2. Barely carbonated. I crack the lid and I hear that fizziness but that's it. It's done in one shot. There's no fizz left to be enjoyed. This is like the first time every Dungeon Master everywhere has ever had sex, put it in once and it's already over. The old one pump hump. This drink is a premature ejaculator. I got fizz all over my hands but none in my mouth. Lame.

3. The drink itself has no flavor. Maybe the faintest hint of candies but it's not like when you're drinking a Coke: you know what the fuck it is you're drinking. The only way I would have been able to identify this blindfolded was because of the aftertaste. This is like getting raped by the Flash (in this scenario; Barry Allen). You only know what happened after it's over and your ass is bleeding and you have 3rd degree burns all up and down your crack.
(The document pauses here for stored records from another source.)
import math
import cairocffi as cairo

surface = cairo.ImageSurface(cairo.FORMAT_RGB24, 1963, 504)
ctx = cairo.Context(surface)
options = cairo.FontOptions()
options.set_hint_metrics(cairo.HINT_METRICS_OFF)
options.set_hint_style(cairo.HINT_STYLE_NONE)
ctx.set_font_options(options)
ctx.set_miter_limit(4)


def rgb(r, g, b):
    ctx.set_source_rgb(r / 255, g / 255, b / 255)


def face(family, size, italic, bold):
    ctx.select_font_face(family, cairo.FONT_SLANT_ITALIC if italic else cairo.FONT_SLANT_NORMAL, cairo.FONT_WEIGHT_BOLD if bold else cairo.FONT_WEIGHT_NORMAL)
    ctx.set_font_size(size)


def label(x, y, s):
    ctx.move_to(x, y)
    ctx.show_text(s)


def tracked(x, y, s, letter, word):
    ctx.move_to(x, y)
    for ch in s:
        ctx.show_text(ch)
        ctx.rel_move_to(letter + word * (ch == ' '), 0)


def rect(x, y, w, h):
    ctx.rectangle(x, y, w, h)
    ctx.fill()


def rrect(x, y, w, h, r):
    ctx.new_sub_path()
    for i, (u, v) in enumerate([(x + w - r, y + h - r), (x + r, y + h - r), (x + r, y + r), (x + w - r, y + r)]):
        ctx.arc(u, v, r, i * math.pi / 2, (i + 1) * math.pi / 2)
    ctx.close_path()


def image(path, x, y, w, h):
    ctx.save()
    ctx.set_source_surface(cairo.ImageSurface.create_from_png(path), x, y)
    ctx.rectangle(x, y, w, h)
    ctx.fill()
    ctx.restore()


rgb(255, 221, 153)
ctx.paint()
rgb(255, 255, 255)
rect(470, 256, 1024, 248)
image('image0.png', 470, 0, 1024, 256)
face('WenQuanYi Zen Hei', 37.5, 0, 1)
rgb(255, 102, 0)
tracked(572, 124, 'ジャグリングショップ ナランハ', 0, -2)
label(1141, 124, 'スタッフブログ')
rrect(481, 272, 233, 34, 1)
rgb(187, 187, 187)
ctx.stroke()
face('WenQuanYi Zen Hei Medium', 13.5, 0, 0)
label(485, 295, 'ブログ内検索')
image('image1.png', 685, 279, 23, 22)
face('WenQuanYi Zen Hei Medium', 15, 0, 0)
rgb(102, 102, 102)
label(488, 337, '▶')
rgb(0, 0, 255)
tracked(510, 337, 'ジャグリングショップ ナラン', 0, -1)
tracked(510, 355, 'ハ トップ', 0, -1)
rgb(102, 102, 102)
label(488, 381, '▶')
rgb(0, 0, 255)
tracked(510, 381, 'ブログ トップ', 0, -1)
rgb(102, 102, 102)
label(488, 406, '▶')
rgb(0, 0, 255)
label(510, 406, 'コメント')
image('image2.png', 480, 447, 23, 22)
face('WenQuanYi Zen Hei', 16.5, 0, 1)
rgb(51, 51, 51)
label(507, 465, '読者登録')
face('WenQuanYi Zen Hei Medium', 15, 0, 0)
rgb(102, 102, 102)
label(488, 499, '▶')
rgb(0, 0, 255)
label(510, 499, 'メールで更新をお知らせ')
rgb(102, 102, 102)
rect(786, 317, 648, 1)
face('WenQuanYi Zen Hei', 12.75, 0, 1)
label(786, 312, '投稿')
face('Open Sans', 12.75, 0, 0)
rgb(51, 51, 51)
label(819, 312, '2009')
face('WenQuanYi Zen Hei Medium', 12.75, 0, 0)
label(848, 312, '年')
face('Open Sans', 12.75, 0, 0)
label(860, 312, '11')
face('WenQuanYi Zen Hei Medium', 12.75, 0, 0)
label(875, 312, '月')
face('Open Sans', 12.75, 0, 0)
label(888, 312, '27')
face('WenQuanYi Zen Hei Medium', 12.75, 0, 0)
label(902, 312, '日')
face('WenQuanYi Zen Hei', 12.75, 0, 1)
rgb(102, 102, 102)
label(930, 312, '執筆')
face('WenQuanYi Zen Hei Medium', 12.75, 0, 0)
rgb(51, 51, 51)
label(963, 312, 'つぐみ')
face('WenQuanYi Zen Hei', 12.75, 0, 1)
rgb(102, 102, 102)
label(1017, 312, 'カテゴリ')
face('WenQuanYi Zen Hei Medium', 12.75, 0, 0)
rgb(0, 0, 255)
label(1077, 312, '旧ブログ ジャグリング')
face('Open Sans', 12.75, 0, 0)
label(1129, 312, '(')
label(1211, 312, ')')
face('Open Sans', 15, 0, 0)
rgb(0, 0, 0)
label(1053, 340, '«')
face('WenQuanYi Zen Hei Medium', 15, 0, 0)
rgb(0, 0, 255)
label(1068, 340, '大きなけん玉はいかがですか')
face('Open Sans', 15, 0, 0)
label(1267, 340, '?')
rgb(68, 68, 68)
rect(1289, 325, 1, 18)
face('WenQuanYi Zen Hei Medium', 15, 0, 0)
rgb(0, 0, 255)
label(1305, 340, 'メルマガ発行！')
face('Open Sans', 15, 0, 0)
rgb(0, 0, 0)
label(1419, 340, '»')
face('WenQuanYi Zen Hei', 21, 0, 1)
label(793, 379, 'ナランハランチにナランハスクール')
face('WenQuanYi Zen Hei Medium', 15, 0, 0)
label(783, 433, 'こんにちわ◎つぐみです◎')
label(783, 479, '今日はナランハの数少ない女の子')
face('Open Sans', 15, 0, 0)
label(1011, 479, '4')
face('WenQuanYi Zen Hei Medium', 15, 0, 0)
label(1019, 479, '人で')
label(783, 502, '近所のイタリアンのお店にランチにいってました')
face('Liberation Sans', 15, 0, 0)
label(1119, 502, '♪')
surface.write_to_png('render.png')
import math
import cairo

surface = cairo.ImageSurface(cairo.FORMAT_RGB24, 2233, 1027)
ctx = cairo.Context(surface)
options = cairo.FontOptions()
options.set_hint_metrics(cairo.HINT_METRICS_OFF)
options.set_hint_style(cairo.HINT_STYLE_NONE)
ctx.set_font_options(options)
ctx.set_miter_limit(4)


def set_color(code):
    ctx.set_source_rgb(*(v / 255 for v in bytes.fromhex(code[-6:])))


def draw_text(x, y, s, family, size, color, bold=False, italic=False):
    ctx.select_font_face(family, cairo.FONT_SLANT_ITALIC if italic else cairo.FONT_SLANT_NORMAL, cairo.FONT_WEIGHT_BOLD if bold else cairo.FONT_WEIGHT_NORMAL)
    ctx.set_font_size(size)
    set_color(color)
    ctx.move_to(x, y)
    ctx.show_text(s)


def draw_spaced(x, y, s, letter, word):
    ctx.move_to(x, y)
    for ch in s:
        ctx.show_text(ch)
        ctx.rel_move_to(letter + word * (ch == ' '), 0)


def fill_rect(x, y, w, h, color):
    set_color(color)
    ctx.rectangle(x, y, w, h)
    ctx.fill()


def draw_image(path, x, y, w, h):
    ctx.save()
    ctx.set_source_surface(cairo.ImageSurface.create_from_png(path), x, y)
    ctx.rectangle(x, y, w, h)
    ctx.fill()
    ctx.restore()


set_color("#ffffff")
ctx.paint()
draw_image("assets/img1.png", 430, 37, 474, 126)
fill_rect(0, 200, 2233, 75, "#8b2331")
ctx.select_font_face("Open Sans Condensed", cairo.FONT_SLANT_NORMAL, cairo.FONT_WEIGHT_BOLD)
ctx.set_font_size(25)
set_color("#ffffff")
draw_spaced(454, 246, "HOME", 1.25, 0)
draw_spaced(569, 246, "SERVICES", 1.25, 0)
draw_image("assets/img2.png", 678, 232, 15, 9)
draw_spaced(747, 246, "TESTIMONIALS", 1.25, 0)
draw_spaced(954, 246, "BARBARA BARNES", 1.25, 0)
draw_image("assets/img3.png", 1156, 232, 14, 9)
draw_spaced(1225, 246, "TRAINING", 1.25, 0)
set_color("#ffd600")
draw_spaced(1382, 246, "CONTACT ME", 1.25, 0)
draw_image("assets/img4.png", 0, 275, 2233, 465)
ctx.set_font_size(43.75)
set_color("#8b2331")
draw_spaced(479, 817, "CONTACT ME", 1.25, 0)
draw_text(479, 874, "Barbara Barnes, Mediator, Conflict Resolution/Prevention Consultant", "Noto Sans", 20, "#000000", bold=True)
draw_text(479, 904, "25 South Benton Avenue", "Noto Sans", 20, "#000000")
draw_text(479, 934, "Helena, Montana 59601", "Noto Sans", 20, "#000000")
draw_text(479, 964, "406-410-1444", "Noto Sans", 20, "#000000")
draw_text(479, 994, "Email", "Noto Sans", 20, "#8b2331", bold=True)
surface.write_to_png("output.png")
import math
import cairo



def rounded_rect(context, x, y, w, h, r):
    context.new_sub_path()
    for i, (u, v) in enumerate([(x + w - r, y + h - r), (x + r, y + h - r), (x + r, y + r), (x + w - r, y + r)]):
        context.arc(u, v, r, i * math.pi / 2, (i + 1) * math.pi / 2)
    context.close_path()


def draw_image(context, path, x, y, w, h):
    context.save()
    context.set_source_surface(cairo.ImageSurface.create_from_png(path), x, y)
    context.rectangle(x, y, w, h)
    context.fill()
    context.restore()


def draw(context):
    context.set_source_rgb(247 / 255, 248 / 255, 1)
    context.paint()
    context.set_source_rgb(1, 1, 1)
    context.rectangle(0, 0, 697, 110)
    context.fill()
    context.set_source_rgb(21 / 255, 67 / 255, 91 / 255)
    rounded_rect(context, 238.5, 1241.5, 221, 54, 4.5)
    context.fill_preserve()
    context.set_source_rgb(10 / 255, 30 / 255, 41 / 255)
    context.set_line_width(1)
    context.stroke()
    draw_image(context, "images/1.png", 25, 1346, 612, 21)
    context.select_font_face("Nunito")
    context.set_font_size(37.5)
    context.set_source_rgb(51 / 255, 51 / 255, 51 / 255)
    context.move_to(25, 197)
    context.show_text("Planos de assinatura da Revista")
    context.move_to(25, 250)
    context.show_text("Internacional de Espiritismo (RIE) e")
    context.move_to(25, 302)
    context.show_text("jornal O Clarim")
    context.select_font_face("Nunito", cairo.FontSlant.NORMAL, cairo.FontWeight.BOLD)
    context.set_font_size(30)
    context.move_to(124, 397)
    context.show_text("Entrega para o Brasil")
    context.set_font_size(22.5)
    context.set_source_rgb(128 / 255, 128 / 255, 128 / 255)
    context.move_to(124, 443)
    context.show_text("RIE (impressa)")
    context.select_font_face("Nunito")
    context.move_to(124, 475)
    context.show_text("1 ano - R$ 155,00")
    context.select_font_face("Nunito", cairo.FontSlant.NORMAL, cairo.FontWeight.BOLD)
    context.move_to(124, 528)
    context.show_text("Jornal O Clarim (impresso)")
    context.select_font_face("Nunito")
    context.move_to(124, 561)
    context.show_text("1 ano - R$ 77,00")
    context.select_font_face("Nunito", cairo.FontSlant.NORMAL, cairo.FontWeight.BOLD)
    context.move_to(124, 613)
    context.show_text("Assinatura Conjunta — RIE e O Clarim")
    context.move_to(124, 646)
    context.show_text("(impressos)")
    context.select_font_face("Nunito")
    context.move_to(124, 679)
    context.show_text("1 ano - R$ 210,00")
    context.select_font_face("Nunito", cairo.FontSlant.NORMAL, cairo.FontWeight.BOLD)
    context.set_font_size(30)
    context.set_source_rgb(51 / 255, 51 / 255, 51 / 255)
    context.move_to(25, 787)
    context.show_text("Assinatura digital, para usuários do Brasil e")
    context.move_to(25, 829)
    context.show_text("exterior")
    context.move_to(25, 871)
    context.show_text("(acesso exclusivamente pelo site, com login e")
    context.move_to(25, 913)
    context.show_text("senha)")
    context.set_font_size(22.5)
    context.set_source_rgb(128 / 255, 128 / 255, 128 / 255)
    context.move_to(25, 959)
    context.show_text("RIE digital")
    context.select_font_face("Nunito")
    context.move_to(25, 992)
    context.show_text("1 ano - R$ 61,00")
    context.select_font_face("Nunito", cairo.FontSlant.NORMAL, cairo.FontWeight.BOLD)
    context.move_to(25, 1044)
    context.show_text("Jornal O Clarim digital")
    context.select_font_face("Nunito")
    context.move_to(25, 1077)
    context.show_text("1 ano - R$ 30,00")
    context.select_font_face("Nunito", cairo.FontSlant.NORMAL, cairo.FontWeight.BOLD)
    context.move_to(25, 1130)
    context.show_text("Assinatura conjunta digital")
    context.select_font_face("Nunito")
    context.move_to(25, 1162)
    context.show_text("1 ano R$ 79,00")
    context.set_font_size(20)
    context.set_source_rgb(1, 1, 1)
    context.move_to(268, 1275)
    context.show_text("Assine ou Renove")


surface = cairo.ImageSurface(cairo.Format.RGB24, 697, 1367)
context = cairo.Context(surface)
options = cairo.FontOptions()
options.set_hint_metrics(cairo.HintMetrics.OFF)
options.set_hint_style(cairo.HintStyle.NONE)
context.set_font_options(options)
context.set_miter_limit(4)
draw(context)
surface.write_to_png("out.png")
And then the burns and cuts start to heal but they scab over so every time you fart it pops the scabs and then you bleed and it ruins your underpants. And then your mom is pissed that you keep ruining your gear so to punish you she won't let you watch the Cosby show so you pack up your comics and then fucking run away from home. And then you meet a nice guy at the bus depot who says he wants you to model for him and then you feel good about yourself. You feel gorgeous and glamorous. You're going to be a model. And then you get to his studio/1 bedroom apt. and he makes you take your top off and then he shows you his dick. Nothing is working out in your favor. All that to say you can tell it's green apple only after you've swallowed a mouthful.

This drink is pretty lame. Everything about it is sub par. I had no delusions that any Jones soda would be delicious and I wasn't disappointed with this as a result. I would only recommend drinking this if you're somehow obsessed with green apple soda or you're going to get your glow sticks, take some mdma, and fucking rave all night.

2 comments:

aaron said...

soda is an awesome thing to be a dick about because no one ever sees it coming. no one's going to bite your style if you're dogging on people for the soda they drink.

if you're trying to get into soda you need to check out this website. they deliver to canada but it'll probably be really expensive. i've only bought from them a couple of time because paying 50 dollars for 12 bottles of soda is such a low-key douchebag thing to do.

http://www.sodapopstop.com/home.cfm

123 said...

Dude I found this place in California called Real Soda in Real Bottles and they can ship me a palette for 700$. I don't know that I can justify buying 72 cases of soda at a time. But fuck would it be awesome.

Soda Pop Stop is fucking cool too. They sell glass bottles of Crush which is incredible.